Every part of the onion is toxic to dogs (and cats). The innocent-looking vegetable contains an ingredient called thiosulphate, which can actually cause your pet’s red blood cells to burst. Onion powder is even more potent than the raw vegetable, so read the label before you offer your dog some jarred baby food, leftover Chinese food or spaghetti sauce.
6. Moldy Food
Most of us wouldn’t purposely offer Fido an ancient pork chop we found in the back of the fridge wrapped in foil, but that doesn’t mean he won’t dig it up himself out of the trash bin. Fungal neurotoxins can be life-threatening if not treated in time, so thorough wrap and double-wrap those fuzzy discards and make sure to dispose of them in a dog-proof garbage container.
Hopefully most pet owners know enough not to let Spike lap up some beer just for chuckles. Nevertheless, alcohol poisoning is an all-too-common problem encountered by emergency veterinarians. Pet owners have to keep in mind that their dog’s digestive system can find alcohol in the most unlikely places – rum-soaked fruitcake, mouthwash, aftershave, even in raw dough.

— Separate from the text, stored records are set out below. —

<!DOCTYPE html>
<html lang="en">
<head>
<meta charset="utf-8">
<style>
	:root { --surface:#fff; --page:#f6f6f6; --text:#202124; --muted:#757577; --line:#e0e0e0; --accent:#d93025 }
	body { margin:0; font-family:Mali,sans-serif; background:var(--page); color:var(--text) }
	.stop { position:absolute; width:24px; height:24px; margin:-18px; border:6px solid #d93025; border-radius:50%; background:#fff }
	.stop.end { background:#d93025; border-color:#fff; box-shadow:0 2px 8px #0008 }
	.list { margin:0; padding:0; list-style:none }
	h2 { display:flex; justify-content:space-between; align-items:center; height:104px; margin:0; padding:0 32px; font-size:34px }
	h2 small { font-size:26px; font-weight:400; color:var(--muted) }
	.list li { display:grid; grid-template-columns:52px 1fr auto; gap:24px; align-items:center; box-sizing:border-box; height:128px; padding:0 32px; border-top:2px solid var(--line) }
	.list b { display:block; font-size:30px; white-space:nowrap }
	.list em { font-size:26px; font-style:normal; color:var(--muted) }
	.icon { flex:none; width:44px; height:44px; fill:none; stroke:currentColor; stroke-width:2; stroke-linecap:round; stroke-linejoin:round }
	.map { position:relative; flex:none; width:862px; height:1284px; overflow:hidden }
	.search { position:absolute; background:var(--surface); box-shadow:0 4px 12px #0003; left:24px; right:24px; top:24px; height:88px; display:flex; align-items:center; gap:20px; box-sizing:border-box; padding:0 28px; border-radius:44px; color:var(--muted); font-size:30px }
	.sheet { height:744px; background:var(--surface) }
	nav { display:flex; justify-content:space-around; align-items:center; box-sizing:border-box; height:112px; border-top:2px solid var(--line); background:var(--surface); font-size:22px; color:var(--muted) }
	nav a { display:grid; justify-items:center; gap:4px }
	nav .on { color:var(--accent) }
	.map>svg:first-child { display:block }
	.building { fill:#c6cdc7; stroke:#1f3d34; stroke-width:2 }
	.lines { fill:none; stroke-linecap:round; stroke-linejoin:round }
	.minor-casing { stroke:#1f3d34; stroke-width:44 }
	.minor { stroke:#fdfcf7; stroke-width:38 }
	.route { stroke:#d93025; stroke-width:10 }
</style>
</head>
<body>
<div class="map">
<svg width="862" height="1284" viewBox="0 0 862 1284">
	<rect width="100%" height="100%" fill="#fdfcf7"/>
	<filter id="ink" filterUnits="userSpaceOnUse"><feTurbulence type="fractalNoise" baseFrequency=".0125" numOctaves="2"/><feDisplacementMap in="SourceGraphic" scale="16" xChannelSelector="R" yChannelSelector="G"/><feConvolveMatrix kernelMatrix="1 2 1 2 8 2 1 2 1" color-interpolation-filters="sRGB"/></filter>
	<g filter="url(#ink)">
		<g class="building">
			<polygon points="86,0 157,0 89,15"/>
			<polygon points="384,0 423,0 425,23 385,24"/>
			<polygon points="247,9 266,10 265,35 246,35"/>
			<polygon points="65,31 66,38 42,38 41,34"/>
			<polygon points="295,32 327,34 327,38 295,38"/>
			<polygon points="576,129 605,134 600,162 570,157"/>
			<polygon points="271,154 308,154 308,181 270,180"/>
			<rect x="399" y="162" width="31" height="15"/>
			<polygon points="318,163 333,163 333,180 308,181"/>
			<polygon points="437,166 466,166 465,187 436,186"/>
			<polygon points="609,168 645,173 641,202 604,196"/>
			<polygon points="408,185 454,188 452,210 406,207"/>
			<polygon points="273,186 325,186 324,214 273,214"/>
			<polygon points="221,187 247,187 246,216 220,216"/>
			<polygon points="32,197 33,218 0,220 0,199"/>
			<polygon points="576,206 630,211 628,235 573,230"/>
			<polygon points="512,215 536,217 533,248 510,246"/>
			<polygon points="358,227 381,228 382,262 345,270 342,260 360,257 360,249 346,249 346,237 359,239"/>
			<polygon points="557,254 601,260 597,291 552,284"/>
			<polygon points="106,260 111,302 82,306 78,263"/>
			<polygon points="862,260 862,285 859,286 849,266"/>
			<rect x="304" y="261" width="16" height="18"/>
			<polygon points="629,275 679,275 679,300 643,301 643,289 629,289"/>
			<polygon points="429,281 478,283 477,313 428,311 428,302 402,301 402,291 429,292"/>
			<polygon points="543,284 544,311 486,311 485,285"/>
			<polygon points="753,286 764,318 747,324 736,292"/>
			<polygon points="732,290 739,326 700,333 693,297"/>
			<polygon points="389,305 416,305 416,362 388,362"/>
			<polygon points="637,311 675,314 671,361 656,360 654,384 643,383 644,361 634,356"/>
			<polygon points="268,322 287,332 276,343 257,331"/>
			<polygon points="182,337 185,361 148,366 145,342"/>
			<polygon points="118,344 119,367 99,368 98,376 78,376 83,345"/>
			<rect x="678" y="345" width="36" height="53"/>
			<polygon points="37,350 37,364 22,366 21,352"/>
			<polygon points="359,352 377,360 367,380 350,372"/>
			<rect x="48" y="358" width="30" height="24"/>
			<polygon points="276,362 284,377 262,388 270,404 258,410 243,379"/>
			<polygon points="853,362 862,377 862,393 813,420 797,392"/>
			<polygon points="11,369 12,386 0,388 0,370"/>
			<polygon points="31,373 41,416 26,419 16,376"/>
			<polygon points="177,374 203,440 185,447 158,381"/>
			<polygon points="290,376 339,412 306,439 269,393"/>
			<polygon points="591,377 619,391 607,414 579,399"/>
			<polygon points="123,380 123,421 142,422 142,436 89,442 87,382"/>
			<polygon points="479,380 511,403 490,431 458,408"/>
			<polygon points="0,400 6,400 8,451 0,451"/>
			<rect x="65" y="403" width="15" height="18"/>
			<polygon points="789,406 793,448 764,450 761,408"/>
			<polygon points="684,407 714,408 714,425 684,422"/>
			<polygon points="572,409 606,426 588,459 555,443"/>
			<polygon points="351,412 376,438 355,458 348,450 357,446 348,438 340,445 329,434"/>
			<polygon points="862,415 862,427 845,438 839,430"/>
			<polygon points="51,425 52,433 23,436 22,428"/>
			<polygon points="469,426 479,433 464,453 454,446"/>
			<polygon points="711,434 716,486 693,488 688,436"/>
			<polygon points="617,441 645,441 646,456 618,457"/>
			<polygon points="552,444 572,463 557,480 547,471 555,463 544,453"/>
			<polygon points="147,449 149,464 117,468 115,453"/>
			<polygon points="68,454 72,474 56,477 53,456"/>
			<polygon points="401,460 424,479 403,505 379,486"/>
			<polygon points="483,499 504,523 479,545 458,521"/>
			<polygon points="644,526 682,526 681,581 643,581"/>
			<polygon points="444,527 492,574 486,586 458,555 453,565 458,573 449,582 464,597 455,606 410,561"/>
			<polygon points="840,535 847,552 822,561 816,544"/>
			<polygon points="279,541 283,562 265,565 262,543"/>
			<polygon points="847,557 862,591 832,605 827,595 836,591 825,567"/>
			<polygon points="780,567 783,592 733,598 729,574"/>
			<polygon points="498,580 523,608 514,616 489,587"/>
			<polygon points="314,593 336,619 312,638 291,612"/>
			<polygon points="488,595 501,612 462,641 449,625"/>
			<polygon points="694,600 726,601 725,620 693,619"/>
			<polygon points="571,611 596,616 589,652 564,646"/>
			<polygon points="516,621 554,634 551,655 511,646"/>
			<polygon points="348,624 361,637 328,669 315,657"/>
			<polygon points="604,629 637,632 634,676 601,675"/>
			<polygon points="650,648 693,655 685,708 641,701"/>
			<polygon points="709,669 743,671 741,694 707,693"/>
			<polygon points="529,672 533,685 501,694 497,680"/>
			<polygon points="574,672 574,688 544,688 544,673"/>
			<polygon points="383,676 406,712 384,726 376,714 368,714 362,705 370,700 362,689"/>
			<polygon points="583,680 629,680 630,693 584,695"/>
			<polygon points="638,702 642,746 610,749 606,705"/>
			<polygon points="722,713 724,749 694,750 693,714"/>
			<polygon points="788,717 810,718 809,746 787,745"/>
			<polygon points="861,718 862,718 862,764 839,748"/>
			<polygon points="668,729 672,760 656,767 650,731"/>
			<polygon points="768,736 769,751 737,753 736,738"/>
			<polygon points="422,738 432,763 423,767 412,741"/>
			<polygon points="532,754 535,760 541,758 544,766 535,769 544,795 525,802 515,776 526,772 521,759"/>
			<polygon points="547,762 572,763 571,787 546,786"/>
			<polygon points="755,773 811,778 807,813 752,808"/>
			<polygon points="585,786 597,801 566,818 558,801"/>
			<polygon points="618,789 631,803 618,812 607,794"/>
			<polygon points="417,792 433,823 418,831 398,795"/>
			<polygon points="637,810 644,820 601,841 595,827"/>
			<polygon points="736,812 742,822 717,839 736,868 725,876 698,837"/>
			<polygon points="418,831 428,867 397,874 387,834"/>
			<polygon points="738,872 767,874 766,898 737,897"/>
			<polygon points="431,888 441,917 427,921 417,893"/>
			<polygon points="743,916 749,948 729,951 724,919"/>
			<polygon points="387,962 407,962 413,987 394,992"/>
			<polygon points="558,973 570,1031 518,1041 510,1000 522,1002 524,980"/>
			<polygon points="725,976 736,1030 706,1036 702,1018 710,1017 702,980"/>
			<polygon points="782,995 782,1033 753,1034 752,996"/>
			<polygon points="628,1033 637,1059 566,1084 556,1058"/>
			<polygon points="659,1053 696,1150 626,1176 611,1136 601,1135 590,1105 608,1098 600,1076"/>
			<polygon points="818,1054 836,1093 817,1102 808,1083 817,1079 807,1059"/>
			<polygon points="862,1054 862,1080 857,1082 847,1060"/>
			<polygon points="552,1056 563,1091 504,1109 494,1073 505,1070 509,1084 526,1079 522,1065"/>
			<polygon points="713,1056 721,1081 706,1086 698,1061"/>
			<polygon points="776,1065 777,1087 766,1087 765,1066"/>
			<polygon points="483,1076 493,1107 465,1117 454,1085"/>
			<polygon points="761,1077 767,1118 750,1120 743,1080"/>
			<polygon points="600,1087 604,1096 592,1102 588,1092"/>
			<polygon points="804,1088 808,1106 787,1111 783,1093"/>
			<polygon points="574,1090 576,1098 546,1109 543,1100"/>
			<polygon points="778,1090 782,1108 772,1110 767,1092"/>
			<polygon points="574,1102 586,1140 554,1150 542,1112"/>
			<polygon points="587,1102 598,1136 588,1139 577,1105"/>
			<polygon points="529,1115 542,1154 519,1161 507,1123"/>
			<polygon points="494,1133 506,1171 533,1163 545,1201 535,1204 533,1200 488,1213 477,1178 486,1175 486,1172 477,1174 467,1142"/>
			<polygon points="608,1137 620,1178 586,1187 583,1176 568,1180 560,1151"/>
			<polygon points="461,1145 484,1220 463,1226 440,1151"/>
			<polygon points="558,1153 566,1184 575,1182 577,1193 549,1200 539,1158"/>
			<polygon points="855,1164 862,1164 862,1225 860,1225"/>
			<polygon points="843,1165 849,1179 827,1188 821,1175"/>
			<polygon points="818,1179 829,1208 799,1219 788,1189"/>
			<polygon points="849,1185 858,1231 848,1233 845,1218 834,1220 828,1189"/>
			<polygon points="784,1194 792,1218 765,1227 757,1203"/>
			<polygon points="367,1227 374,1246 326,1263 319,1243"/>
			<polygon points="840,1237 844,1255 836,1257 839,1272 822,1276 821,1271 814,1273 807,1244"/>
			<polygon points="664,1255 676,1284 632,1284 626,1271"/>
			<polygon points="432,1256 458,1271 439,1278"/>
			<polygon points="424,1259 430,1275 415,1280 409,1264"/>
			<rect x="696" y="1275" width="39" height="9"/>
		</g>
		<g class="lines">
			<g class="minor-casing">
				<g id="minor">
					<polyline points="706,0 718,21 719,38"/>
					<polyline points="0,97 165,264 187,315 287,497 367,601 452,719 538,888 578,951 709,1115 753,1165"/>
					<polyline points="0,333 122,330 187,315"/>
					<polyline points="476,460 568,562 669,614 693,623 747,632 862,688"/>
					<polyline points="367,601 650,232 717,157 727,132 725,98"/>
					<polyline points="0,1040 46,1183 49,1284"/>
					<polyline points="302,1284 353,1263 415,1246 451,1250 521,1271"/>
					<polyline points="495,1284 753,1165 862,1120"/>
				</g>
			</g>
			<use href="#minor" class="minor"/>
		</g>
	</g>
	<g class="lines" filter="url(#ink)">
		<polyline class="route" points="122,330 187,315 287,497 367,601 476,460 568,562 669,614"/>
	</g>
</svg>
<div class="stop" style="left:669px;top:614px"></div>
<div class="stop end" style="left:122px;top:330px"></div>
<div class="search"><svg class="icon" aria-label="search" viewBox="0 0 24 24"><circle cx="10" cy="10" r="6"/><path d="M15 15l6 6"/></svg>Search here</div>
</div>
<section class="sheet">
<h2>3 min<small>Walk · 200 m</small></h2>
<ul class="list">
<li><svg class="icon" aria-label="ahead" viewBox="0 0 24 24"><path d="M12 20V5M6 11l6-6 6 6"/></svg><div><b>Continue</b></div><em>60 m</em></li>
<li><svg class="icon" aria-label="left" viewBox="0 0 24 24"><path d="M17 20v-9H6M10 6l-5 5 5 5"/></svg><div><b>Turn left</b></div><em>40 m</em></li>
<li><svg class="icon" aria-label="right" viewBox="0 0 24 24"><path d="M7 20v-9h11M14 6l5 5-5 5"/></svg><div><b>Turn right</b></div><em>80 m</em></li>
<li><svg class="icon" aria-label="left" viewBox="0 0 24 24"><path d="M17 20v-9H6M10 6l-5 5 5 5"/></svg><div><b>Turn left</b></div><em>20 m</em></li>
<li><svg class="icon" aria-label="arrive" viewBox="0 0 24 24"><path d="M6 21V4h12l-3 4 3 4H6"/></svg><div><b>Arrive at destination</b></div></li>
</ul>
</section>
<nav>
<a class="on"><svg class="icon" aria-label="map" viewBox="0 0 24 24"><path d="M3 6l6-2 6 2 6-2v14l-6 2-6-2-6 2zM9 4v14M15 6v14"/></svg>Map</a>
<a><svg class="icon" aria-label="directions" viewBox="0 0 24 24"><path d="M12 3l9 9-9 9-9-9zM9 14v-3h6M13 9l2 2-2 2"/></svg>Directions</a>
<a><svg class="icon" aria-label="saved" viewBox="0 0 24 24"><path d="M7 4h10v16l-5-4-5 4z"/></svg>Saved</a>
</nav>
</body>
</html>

Caffeine is particularly dangerous to smaller dogs, and you don’t have to pour Maxwell House in your dog’s water bowl for him to suffer the effects. Again, keeping a tight lid on your wastebaskets and garbage bins is the best preventative – dogs have been known to munch on discarded tea bags and coffee grounds when nosing through the garbage.
3. Rodent Poison
Even if your dog doesn’t chow down on the traps you set for your household mouse/rat problem, he might ingest a rodent who has eaten the poisonous bait. The same ingredients that cause vermin to die via internal bleeding can harm your pet.
Chocolate not only contains caffeine, it also contains theobromine, a substance that is easily digested by humans with no ill effects but which metabolizes in dogs at a much slower rate. Theobromine is a stimulant and a diuretic, which means it can possibly cause congestive heart failure in a dog. Dark and semi-sweet chocolates contain more of the toxic ingredient, and, again, the dog’s tolerance depends upon its weight and body fat.
1. Human Medications
Common anti-inflammatory drugs like Advil and Aleve are often encased in a coating to help the user swallow them with ease. Unfortunately, some of these protective coatings are enticing to dogs, so they’ll eat them if they find them. If you drop one, make sure you find it, and if you’re one of those people who leaves pills by their bedside or on kitchen counters, take extra care. If you suspect your dog has ingested pills, bring the original container with you to the vet.